Тьма небесная

В молельне скопцов Дроздова криком возвестила о возвращении Глеба с небес к пастве, и скопцы хором приветствовали старосту. Балашов что есть сил старался устоять на ногах. Никогда прежде не доводилось кружиться так долго. На пол падали капли пота.

Запнулся, повалился. Дроздова и Скрипач рывком подхватили, стали рядом, не давая упасть. Глеба трясло.

— Сколь высоко вознесся! — крикнула женщина.

— Далеко, далеко!.. — эхом откликнулись скопцы.

— Правду скажи! — жадно требовали прихожане; на гладких, круглых лицах проступала ненасытность.

— Да, — прошептал Балашов, — сейчас… — В рядах скопцов, наклонившихся поближе к старосте, послышалось перешептывание. Глеб заговорил громче: — Случается, тяжелый путь выпадает. Даже ангелов, наивозлюбленнейших чад своих, и тех испытывает Господь! И меня испытал. На пути к небесам, где испытание выпало, Христос Заступник скрыл от меня свет, и во мраке пришлось возвращаться. Дорогу разыскивать…

Но и во мраке райском — благодать, песнопения, журчание вод и травы луговые. А света нет. Слышишь словеса и как крылья ангельские кругом и поверху бьют, но ничего не разберешь. А в раю том темном — душ столпотворение. И всякий глас Божьим может оказаться.

— Враг рода человеческого! — выкрикнул некий молящийся.

— Нет, брат Круглов, не было в том месте искусителя.

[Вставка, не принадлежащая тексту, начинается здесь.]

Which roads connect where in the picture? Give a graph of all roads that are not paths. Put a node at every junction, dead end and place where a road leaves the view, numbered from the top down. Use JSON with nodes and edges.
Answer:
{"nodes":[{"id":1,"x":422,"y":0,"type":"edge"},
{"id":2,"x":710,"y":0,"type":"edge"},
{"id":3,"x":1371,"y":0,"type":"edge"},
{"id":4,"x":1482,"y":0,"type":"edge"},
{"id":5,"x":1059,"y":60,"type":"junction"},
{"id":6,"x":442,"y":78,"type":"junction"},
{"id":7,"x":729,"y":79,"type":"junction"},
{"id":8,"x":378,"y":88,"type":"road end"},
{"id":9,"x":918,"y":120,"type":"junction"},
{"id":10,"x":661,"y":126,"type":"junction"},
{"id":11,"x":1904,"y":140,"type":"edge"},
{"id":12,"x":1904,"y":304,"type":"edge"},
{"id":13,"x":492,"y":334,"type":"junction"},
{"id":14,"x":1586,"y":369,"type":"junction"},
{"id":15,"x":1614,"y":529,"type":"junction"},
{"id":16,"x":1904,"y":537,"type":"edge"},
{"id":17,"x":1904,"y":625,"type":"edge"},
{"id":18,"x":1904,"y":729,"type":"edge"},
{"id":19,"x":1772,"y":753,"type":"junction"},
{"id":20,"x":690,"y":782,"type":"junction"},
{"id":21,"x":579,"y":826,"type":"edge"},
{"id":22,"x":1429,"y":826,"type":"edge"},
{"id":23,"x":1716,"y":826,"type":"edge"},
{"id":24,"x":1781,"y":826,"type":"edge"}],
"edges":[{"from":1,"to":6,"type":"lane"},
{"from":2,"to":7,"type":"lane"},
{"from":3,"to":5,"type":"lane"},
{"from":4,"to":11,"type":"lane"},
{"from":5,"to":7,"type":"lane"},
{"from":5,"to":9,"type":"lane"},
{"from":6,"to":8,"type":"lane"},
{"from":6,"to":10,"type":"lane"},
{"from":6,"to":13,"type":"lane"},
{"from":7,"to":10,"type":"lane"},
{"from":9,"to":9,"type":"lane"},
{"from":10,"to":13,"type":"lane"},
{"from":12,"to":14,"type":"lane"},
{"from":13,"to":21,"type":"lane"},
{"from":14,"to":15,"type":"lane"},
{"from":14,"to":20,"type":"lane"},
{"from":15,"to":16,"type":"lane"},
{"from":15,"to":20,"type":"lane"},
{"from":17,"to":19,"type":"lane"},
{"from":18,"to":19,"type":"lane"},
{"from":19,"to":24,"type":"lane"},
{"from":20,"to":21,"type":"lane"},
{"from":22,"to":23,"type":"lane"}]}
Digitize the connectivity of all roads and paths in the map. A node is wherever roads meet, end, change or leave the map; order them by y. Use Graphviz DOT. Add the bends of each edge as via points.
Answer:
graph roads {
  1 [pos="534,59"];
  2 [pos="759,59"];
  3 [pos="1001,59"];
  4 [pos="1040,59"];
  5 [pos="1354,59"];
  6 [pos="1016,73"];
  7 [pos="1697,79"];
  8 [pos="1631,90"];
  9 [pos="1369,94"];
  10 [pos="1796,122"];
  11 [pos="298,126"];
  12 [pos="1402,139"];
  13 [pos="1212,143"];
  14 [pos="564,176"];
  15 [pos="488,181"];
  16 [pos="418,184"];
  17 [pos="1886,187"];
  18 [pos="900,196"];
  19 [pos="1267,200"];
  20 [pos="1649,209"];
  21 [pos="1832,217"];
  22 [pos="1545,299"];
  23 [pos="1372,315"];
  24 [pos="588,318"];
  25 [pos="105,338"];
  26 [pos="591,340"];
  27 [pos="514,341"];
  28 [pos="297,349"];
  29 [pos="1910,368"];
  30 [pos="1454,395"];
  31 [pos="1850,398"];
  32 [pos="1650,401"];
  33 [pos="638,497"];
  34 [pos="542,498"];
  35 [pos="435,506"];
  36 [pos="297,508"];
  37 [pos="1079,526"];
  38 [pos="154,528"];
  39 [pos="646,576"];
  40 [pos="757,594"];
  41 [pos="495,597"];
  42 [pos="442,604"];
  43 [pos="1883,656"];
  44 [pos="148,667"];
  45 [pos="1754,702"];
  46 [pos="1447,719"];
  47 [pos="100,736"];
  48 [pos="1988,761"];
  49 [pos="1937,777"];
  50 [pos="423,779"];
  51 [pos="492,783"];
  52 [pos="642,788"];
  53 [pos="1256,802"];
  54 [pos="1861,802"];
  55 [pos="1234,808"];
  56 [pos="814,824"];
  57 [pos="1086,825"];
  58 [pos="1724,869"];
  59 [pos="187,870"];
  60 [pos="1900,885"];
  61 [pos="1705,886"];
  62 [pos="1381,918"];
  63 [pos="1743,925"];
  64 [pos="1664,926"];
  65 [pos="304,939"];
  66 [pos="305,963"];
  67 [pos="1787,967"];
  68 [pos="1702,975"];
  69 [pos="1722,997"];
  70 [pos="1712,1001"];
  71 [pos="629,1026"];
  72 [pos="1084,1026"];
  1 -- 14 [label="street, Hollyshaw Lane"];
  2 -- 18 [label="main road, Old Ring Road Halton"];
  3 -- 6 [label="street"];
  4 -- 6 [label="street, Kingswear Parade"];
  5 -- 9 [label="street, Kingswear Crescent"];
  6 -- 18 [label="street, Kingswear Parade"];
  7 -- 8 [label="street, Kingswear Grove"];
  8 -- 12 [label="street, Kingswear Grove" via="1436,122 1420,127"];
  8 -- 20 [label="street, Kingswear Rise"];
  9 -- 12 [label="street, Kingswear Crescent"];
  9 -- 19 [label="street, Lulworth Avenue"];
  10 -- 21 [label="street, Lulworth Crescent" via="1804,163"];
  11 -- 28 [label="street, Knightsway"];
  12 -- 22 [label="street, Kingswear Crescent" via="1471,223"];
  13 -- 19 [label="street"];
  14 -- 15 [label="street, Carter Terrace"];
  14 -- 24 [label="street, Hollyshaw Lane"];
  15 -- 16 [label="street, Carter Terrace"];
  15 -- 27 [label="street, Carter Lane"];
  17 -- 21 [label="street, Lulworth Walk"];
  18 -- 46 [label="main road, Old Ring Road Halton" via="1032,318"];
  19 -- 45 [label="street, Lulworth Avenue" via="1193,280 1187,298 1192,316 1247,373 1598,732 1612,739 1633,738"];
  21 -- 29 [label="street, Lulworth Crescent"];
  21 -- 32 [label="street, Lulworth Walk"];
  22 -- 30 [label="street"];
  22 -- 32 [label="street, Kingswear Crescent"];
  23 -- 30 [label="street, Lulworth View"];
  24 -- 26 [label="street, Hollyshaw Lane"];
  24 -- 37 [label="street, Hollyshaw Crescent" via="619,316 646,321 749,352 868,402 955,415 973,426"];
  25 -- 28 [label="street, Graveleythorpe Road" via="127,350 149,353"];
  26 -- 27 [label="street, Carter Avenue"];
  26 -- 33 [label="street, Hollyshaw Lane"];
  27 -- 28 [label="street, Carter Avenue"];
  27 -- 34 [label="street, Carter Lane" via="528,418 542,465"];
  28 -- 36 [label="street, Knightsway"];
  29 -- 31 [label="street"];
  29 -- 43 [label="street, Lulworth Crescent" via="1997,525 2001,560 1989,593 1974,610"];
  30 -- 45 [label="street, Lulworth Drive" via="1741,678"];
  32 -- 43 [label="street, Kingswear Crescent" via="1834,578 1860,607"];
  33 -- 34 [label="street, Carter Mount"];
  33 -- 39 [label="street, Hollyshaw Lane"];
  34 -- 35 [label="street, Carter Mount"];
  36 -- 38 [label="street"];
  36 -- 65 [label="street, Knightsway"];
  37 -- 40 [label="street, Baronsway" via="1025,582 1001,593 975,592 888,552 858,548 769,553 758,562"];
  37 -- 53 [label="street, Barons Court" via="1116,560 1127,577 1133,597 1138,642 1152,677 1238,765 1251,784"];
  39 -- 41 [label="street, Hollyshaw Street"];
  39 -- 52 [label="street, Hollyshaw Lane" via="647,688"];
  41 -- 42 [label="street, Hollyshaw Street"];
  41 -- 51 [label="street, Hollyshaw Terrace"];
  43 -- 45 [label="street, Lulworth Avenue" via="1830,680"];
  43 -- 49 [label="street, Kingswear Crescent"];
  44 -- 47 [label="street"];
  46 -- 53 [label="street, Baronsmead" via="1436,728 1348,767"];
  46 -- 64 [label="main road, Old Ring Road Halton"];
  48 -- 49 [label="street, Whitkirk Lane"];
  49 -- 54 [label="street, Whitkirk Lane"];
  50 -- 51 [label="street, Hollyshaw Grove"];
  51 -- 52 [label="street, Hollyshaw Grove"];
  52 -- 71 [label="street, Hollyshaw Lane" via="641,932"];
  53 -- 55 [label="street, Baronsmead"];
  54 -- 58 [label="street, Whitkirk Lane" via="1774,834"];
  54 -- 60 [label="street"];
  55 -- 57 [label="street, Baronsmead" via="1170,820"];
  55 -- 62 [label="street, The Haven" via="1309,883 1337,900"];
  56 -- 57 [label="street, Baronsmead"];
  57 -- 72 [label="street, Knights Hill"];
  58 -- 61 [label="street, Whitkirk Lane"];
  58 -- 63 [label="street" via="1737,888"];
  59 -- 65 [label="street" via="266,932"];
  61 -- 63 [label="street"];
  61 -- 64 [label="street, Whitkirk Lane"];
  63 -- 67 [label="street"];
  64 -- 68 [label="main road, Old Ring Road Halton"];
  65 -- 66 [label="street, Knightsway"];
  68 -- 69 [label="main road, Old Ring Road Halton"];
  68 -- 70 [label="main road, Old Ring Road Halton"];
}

Ибо суждено мне было преодолевать испытание, но не соблазн.

Слушайте же: часы напролет бродил я во мраке райском, и были те часы точно дни, покуда не повстречался мне Спаситель, восседающий близ водопада. И исходило от водопада свечение, так что увидел я очертания лика Его. Много голосов услышал я, так что и не знал, от Заступника ли исходило услышанное, но как увидел Иисуса — сразу признал.

Оборотился ко мне Христос, и увидел я в свете потока, что преисполнен Он печали. Ни слова не молвил, только взял что-то с колен да мне протянул. Меч.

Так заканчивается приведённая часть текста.